*Try it:* The answer should be every line below, retyped exactly.

[Stored items]
****************
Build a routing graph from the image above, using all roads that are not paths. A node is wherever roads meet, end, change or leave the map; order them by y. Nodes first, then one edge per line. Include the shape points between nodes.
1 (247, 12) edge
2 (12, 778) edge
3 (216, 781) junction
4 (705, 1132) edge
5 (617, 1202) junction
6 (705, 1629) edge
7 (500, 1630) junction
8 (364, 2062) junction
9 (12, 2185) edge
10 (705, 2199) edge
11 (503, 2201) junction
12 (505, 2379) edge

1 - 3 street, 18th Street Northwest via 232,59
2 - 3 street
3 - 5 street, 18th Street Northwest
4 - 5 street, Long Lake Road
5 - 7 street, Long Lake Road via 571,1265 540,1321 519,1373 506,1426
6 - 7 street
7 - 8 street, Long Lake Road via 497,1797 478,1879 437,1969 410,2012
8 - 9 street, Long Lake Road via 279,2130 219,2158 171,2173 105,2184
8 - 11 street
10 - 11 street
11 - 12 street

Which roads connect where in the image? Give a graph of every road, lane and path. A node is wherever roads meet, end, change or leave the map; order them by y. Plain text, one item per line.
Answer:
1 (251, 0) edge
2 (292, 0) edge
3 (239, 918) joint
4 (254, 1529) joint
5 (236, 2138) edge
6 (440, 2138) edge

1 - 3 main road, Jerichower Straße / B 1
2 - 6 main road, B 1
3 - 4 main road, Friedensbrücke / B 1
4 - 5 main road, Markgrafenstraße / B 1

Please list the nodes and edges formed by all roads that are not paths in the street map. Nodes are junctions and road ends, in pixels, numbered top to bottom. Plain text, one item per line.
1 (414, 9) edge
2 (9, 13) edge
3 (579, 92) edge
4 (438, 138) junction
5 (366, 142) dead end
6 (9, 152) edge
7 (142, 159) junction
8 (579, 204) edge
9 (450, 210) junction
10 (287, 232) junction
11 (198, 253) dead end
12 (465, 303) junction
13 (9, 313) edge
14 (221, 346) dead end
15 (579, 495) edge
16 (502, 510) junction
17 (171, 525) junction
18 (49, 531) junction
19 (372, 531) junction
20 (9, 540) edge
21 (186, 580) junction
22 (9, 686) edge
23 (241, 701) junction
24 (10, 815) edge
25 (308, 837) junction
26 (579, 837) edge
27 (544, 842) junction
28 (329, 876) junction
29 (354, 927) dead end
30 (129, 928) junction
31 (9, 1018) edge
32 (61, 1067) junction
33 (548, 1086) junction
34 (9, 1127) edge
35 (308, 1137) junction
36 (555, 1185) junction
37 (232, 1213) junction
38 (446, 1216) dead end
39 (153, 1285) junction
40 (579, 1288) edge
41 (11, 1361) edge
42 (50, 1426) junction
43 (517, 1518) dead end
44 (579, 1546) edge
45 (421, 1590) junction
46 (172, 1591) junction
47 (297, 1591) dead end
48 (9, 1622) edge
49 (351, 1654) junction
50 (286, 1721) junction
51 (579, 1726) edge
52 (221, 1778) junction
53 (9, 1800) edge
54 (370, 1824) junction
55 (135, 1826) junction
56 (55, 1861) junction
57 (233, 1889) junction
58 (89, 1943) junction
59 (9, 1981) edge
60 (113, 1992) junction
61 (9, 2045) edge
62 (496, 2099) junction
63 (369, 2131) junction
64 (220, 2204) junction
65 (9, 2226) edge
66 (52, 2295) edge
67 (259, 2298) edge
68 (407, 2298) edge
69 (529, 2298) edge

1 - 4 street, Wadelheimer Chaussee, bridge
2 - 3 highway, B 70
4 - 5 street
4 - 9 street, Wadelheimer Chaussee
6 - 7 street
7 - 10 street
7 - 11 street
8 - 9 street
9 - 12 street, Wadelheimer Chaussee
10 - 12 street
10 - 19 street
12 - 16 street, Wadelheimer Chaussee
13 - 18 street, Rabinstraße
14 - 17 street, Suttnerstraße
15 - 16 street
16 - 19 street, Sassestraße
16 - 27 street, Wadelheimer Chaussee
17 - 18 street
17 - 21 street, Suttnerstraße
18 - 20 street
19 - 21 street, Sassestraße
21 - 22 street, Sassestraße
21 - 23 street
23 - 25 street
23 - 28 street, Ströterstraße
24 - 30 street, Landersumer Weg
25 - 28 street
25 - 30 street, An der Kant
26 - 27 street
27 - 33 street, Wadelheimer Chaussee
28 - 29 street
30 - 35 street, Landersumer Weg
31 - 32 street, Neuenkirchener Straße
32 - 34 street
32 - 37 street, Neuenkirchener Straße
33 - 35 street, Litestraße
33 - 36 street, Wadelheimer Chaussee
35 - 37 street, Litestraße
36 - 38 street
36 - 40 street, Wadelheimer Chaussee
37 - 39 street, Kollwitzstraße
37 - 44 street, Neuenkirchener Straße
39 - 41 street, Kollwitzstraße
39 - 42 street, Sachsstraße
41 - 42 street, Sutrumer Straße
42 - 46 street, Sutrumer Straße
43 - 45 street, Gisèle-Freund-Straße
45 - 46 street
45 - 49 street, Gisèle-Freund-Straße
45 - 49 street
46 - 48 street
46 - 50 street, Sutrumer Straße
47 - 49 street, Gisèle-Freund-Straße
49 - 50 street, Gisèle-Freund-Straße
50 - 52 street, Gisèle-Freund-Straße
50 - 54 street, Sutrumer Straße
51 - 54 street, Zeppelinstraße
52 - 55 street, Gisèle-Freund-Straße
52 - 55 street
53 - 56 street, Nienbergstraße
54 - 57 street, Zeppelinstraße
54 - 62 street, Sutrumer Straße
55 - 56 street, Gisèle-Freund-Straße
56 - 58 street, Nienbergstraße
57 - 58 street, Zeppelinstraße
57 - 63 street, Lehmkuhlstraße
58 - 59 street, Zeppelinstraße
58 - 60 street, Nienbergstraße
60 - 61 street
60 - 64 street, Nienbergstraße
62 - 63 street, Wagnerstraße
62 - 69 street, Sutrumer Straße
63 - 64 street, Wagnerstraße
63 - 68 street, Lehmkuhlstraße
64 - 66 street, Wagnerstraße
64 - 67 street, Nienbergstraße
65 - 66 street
****************
*Task solution:*
Build a routing graph from the image above, using all roads that are not paths. A node is wherever roads meet, end, change or leave the map; order them by y. Nodes first, then one edge per line. Include the shape points between nodes.
1 (247, 12) edge
2 (12, 778) edge
3 (216, 781) junction
4 (705, 1132) edge
5 (617, 1202) junction
6 (705, 1629) edge
7 (500, 1630) junction
8 (364, 2062) junction
9 (12, 2185) edge
10 (705, 2199) edge
11 (503, 2201) junction
12 (505, 2379) edge

1 - 3 street, 18th Street Northwest via 232,59
2 - 3 street
3 - 5 street, 18th Street Northwest
4 - 5 street, Long Lake Road
5 - 7 street, Long Lake Road via 571,1265 540,1321 519,1373 506,1426
6 - 7 street
7 - 8 street, Long Lake Road via 497,1797 478,1879 437,1969 410,2012
8 - 9 street, Long Lake Road via 279,2130 219,2158 171,2173 105,2184
8 - 11 street
10 - 11 street
11 - 12 street

Which roads connect where in the image? Give a graph of every road, lane and path. A node is wherever roads meet, end, change or leave the map; order them by y. Plain text, one item per line.
Answer:
1 (251, 0) edge
2 (292, 0) edge
3 (239, 918) joint
4 (254, 1529) joint
5 (236, 2138) edge
6 (440, 2138) edge

1 - 3 main road, Jerichower Straße / B 1
2 - 6 main road, B 1
3 - 4 main road, Friedensbrücke / B 1
4 - 5 main road, Markgrafenstraße / B 1

Please list the nodes and edges formed by all roads that are not paths in the street map. Nodes are junctions and road ends, in pixels, numbered top to bottom. Plain text, one item per line.
1 (414, 9) edge
2 (9, 13) edge
3 (579, 92) edge
4 (438, 138) junction
5 (366, 142) dead end
6 (9, 152) edge
7 (142, 159) junction
8 (579, 204) edge
9 (450, 210) junction
10 (287, 232) junction
11 (198, 253) dead end
12 (465, 303) junction
13 (9, 313) edge
14 (221, 346) dead end
15 (579, 495) edge
16 (502, 510) junction
17 (171, 525) junction
18 (49, 531) junction
19 (372, 531) junction
20 (9, 540) edge
21 (186, 580) junction
22 (9, 686) edge
23 (241, 701) junction
24 (10, 815) edge
25 (308, 837) junction
26 (579, 837) edge
27 (544, 842) junction
28 (329, 876) junction
29 (354, 927) dead end
30 (129, 928) junction
31 (9, 1018) edge
32 (61, 1067) junction
33 (548, 1086) junction
34 (9, 1127) edge
35 (308, 1137) junction
36 (555, 1185) junction
37 (232, 1213) junction
38 (446, 1216) dead end
39 (153, 1285) junction
40 (579, 1288) edge
41 (11, 1361) edge
42 (50, 1426) junction
43 (517, 1518) dead end
44 (579, 1546) edge
45 (421, 1590) junction
46 (172, 1591) junction
47 (297, 1591) dead end
48 (9, 1622) edge
49 (351, 1654) junction
50 (286, 1721) junction
51 (579, 1726) edge
52 (221, 1778) junction
53 (9, 1800) edge
54 (370, 1824) junction
55 (135, 1826) junction
56 (55, 1861) junction
57 (233, 1889) junction
58 (89, 1943) junction
59 (9, 1981) edge
60 (113, 1992) junction
61 (9, 2045) edge
62 (496, 2099) junction
63 (369, 2131) junction
64 (220, 2204) junction
65 (9, 2226) edge
66 (52, 2295) edge
67 (259, 2298) edge
68 (407, 2298) edge
69 (529, 2298) edge

1 - 4 street, Wadelheimer Chaussee, bridge
2 - 3 highway, B 70
4 - 5 street
4 - 9 street, Wadelheimer Chaussee
6 - 7 street
7 - 10 street
7 - 11 street
8 - 9 street
9 - 12 street, Wadelheimer Chaussee
10 - 12 street
10 - 19 street
12 - 16 street, Wadelheimer Chaussee
13 - 18 street, Rabinstraße
14 - 17 street, Suttnerstraße
15 - 16 street
16 - 19 street, Sassestraße
16 - 27 street, Wadelheimer Chaussee
17 - 18 street
17 - 21 street, Suttnerstraße
18 - 20 street
19 - 21 street, Sassestraße
21 - 22 street, Sassestraße
21 - 23 street
23 - 25 street
23 - 28 street, Ströterstraße
24 - 30 street, Landersumer Weg
25 - 28 street
25 - 30 street, An der Kant
26 - 27 street
27 - 33 street, Wadelheimer Chaussee
28 - 29 street
30 - 35 street, Landersumer Weg
31 - 32 street, Neuenkirchener Straße
32 - 34 street
32 - 37 street, Neuenkirchener Straße
33 - 35 street, Litestraße
33 - 36 street, Wadelheimer Chaussee
35 - 37 street, Litestraße
36 - 38 street
36 - 40 street, Wadelheimer Chaussee
37 - 39 street, Kollwitzstraße
37 - 44 street, Neuenkirchener Straße
39 - 41 street, Kollwitzstraße
39 - 42 street, Sachsstraße
41 - 42 street, Sutrumer Straße
42 - 46 street, Sutrumer Straße
43 - 45 street, Gisèle-Freund-Straße
45 - 46 street
45 - 49 street, Gisèle-Freund-Straße
45 - 49 street
46 - 48 street
46 - 50 street, Sutrumer Straße
47 - 49 street, Gisèle-Freund-Straße
49 - 50 street, Gisèle-Freund-Straße
50 - 52 street, Gisèle-Freund-Straße
50 - 54 street, Sutrumer Straße
51 - 54 street, Zeppelinstraße
52 - 55 street, Gisèle-Freund-Straße
52 - 55 street
53 - 56 street, Nienbergstraße
54 - 57 street, Zeppelinstraße
54 - 62 street, Sutrumer Straße
55 - 56 street, Gisèle-Freund-Straße
56 - 58 street, Nienbergstraße
57 - 58 street, Zeppelinstraße
57 - 63 street, Lehmkuhlstraße
58 - 59 street, Zeppelinstraße
58 - 60 street, Nienbergstraße
60 - 61 street
60 - 64 street, Nienbergstraße
62 - 63 street, Wagnerstraße
62 - 69 street, Sutrumer Straße
63 - 64 street, Wagnerstraße
63 - 68 street, Lehmkuhlstraße
64 - 66 street, Wagnerstraße
64 - 67 street, Nienbergstraße
65 - 66 street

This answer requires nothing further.